=== Begin Enclosure ===
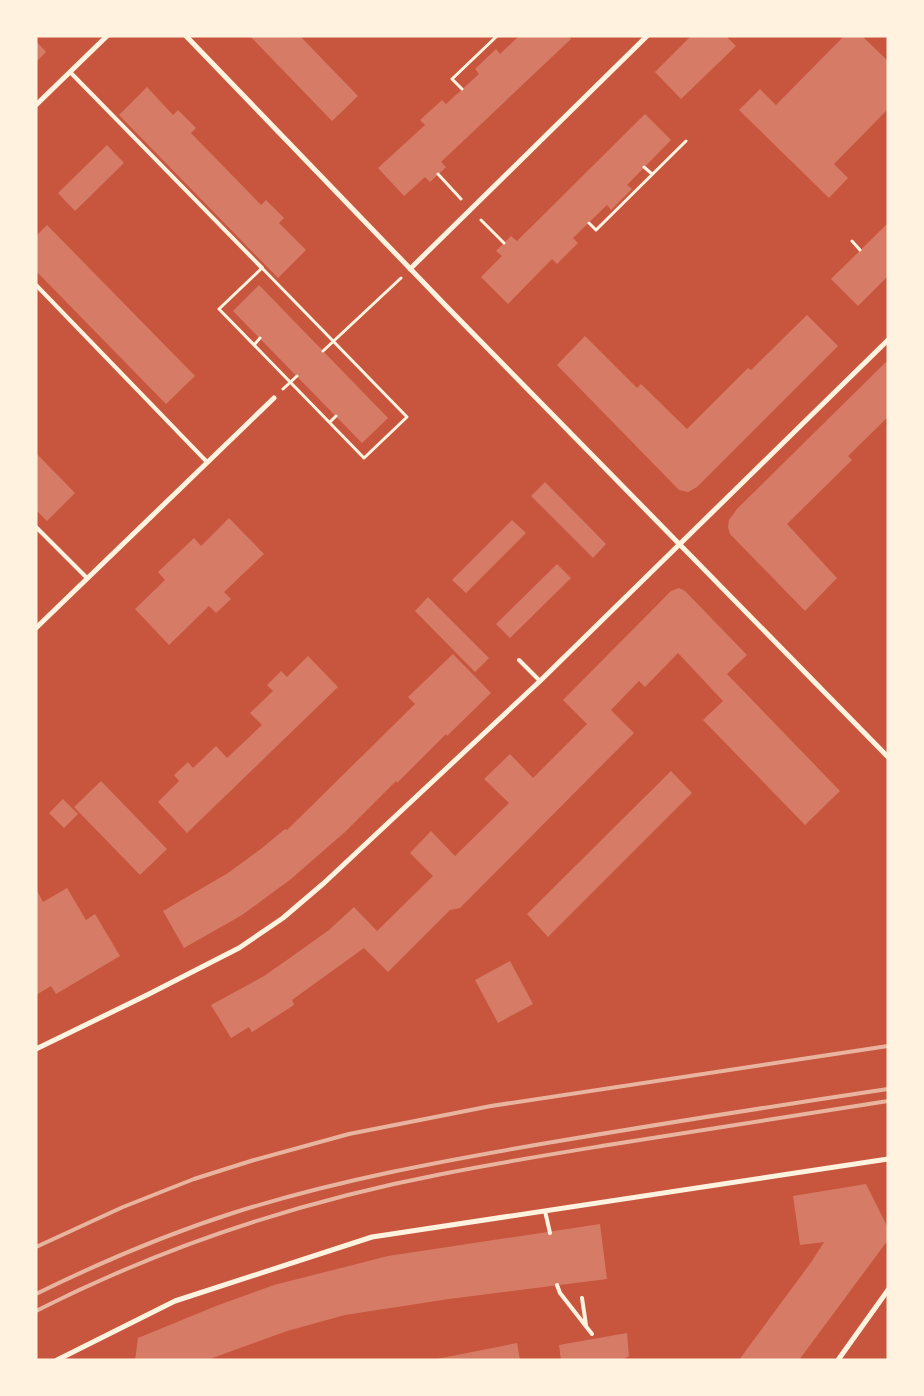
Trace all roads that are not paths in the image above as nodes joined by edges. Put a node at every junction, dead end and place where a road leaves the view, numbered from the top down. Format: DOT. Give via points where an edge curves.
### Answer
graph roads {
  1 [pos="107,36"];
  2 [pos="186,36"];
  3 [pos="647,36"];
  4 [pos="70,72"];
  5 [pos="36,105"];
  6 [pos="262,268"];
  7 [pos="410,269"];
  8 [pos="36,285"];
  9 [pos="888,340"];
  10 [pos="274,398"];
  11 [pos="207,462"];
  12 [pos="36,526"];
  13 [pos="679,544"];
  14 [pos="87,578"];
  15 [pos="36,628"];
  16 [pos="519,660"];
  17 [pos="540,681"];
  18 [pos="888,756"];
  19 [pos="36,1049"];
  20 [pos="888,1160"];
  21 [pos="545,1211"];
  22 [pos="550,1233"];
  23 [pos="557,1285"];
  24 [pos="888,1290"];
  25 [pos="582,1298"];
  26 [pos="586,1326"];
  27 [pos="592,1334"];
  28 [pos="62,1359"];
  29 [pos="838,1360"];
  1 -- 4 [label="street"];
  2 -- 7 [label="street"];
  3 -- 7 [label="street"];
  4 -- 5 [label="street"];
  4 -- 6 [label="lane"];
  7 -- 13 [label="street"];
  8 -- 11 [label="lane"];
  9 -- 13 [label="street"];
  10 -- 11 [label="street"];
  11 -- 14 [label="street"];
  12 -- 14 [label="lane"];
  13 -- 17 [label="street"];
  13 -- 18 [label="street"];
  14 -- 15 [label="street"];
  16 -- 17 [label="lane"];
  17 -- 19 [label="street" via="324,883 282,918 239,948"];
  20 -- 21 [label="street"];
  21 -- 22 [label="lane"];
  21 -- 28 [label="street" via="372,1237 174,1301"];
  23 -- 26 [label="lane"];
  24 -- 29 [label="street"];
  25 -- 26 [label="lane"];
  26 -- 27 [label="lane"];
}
=== End Enclosure ===
Could you output the listing word for word, omitting every picture?

#### [Answer to the problem]
Trace all roads that are not paths in the image above as nodes joined by edges. Put a node at every junction, dead end and place where a road leaves the view, numbered from the top down. Format: DOT. Give via points where an edge curves.
### Answer
graph roads {
  1 [pos="107,36"];
  2 [pos="186,36"];
  3 [pos="647,36"];
  4 [pos="70,72"];
  5 [pos="36,105"];
  6 [pos="262,268"];
  7 [pos="410,269"];
  8 [pos="36,285"];
  9 [pos="888,340"];
  10 [pos="274,398"];
  11 [pos="207,462"];
  12 [pos="36,526"];
  13 [pos="679,544"];
  14 [pos="87,578"];
  15 [pos="36,628"];
  16 [pos="519,660"];
  17 [pos="540,681"];
  18 [pos="888,756"];
  19 [pos="36,1049"];
  20 [pos="888,1160"];
  21 [pos="545,1211"];
  22 [pos="550,1233"];
  23 [pos="557,1285"];
  24 [pos="888,1290"];
  25 [pos="582,1298"];
  26 [pos="586,1326"];
  27 [pos="592,1334"];
  28 [pos="62,1359"];
  29 [pos="838,1360"];
  1 -- 4 [label="street"];
  2 -- 7 [label="street"];
  3 -- 7 [label="street"];
  4 -- 5 [label="street"];
  4 -- 6 [label="lane"];
  7 -- 13 [label="street"];
  8 -- 11 [label="lane"];
  9 -- 13 [label="street"];
  10 -- 11 [label="street"];
  11 -- 14 [label="street"];
  12 -- 14 [label="lane"];
  13 -- 17 [label="street"];
  13 -- 18 [label="street"];
  14 -- 15 [label="street"];
  16 -- 17 [label="lane"];
  17 -- 19 [label="street" via="324,883 282,918 239,948"];
  20 -- 21 [label="street"];
  21 -- 22 [label="lane"];
  21 -- 28 [label="street" via="372,1237 174,1301"];
  23 -- 26 [label="lane"];
  24 -- 29 [label="street"];
  25 -- 26 [label="lane"];
  26 -- 27 [label="lane"];
}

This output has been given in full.